Im Jahr 1990 wurde das Pumpwerk technisch verbessert. Im Vordergrund stand der Ausbau der 30 Jahre alten Kolbenpumpen und die Neuausstattung mit modernen Kreiselpumpen. Die Steuereinrichtung wurde dem neuesten Stand der Technik angepaßt.

Vom Itzelberge Pumpwerk werden folgende Verbandsgemeinden versorgt:
Königsbronn mit seinen Ortsteilen Itzelberg, Ochsenberg und Zang, Bartholomä,
Steinheim-Irmannsweiler, Essingen-Lauterburg, Aalen-Waldhausen, -Ebnat, -Simmisweiler und -Brastelburg, Heidenheim-Großkuchen, -Rotensohl, -Nietheim und -Niesitz, Nattheim-Steinweiler, Bopfingen-Unter- und Oberriffingen, Michelfeld und teilweise Neresheim-Elchingen.

ersorgungsschema mit Pumpwerk und Aufbereitungsanlage

Das Rohwasser wird aus drei Tiefbrunnen (90, 45 und 40 m tief) gefördert. Tauchpumpen leiten das Wasser aus den Tiefbrunnen und pumpen das Rohwasser zur weiteren Aufbereitung in das Pumpwerk. Dort wird das Wasser in vier Filterkesseln gereinigt und anschließend in einer Turbulenzkammer mit einer Beimischung von 0,100 mg/l Ozon keimfrei gemacht. Das keimfreie Trinkwasser wird im Reinwasserbehälter, der 500 cbm faßt, zur Weiterförderung in die Hochbehälter bereitgehalten.

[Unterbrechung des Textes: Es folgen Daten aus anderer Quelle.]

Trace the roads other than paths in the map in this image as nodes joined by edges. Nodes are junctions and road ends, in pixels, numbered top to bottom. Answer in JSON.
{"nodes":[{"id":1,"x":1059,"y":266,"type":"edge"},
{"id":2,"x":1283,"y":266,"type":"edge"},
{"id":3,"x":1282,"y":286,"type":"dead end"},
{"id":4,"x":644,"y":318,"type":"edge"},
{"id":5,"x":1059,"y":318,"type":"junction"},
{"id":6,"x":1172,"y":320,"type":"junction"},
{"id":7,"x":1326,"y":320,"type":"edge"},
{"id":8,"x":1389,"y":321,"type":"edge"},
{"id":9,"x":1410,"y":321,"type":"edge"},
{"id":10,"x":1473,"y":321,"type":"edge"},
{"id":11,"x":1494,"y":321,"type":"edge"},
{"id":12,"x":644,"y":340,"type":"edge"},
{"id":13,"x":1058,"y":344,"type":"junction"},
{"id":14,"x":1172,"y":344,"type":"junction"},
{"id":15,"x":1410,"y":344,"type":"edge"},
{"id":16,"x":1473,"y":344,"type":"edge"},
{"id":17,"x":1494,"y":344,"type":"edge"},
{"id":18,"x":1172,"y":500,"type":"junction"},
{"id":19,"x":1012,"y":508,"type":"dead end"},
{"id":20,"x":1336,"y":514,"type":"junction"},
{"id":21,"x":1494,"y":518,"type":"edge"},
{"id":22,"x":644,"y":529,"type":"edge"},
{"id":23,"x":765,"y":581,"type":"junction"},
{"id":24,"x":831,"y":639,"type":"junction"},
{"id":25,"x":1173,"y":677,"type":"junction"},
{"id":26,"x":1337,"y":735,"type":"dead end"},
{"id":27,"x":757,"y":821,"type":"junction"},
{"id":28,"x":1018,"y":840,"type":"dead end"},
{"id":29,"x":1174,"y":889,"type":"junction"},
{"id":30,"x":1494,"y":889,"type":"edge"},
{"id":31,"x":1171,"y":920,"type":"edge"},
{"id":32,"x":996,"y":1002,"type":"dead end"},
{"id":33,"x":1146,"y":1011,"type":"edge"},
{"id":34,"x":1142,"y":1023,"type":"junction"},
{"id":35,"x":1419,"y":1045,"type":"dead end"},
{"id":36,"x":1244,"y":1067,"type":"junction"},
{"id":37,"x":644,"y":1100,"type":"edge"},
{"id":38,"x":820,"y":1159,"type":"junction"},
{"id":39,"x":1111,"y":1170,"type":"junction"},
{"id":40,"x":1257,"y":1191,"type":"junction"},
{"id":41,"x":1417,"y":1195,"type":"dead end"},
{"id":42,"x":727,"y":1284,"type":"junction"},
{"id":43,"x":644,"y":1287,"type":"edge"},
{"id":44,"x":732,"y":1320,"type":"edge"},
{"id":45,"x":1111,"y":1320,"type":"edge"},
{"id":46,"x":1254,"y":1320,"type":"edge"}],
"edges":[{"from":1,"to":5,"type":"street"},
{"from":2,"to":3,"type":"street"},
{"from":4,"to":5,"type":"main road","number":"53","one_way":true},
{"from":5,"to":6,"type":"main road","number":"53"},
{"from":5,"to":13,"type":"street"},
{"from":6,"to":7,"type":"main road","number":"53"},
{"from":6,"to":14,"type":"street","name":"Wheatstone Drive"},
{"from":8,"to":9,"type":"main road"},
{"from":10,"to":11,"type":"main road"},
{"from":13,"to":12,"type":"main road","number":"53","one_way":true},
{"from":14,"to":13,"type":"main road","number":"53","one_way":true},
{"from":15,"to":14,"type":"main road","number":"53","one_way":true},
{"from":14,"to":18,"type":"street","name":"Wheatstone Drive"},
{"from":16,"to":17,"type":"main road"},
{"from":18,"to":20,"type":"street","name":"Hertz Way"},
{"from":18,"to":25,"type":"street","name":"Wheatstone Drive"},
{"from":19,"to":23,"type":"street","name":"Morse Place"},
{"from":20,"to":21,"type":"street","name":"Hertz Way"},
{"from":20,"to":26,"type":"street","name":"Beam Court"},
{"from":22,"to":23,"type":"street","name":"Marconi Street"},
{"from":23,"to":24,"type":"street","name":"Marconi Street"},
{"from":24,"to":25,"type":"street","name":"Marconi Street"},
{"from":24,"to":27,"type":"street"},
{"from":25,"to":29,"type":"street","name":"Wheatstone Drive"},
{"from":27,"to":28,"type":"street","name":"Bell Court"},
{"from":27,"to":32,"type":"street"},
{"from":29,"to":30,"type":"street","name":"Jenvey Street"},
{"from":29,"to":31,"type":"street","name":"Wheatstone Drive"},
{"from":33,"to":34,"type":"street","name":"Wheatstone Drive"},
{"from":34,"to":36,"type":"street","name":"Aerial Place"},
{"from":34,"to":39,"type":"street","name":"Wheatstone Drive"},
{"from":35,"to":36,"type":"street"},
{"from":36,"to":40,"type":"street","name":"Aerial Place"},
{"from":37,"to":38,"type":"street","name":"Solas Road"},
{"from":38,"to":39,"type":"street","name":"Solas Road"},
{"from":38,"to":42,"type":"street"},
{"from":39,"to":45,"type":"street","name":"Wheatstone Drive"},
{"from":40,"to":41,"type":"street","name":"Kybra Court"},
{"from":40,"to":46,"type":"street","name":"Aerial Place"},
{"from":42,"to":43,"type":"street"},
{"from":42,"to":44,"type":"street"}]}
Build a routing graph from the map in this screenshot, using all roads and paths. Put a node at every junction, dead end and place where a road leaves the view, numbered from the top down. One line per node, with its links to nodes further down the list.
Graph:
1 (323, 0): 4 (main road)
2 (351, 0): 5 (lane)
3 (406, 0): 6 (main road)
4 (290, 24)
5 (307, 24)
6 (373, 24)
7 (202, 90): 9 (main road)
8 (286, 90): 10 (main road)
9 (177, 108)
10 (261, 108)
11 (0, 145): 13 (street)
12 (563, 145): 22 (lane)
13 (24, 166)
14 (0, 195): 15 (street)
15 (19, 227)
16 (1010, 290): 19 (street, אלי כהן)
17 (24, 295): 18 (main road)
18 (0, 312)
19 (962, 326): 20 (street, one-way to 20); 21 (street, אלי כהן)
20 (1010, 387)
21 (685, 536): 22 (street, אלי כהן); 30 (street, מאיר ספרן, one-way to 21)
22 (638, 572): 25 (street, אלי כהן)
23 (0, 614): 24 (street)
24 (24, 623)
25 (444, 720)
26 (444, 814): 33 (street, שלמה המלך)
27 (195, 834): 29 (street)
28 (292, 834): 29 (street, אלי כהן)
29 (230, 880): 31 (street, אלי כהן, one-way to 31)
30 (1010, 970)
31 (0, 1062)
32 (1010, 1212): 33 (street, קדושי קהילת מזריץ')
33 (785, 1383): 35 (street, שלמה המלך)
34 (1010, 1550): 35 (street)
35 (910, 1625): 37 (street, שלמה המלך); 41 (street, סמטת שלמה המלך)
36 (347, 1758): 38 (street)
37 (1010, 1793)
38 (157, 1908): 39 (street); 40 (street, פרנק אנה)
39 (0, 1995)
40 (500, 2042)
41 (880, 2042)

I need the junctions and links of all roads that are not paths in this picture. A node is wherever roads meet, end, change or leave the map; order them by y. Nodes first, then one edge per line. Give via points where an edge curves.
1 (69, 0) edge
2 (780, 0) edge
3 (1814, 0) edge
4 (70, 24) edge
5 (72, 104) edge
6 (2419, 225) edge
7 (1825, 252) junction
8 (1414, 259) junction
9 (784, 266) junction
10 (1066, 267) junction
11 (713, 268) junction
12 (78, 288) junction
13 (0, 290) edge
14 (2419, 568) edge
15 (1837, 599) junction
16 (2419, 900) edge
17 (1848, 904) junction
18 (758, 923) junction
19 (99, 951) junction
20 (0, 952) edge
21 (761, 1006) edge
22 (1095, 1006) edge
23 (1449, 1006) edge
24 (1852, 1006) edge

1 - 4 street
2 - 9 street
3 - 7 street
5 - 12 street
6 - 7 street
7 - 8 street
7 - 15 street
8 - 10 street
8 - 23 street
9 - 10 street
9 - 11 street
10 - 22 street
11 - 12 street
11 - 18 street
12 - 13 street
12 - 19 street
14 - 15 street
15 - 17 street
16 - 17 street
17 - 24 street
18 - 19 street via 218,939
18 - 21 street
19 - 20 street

Mit sechs elektrisch angetriebenen und drei mit Wasserkraft angetriebenen Kreiselpumpen werden vom Pumpwerk Itzelberg 14 Hochbehälter mit 450 cbm versorgt. Dies geschieht rund um die Uhr. Die Fördermengen betragen bis zu 210 m.
Der höchste Versorgungspunkt ist Essingen-Lauterburg (710 m ü.N.N.). Von den Hochbehältern wird das Wasser dann in die Ortsnetze abgegeben. Die tägliche Förderleistung im Pumpwerk Itzelberg beträgt im Durchschnitt 3.450 cbm, die höchste Tagesmenge in diesem Jahr erreichte 5.150 cbm.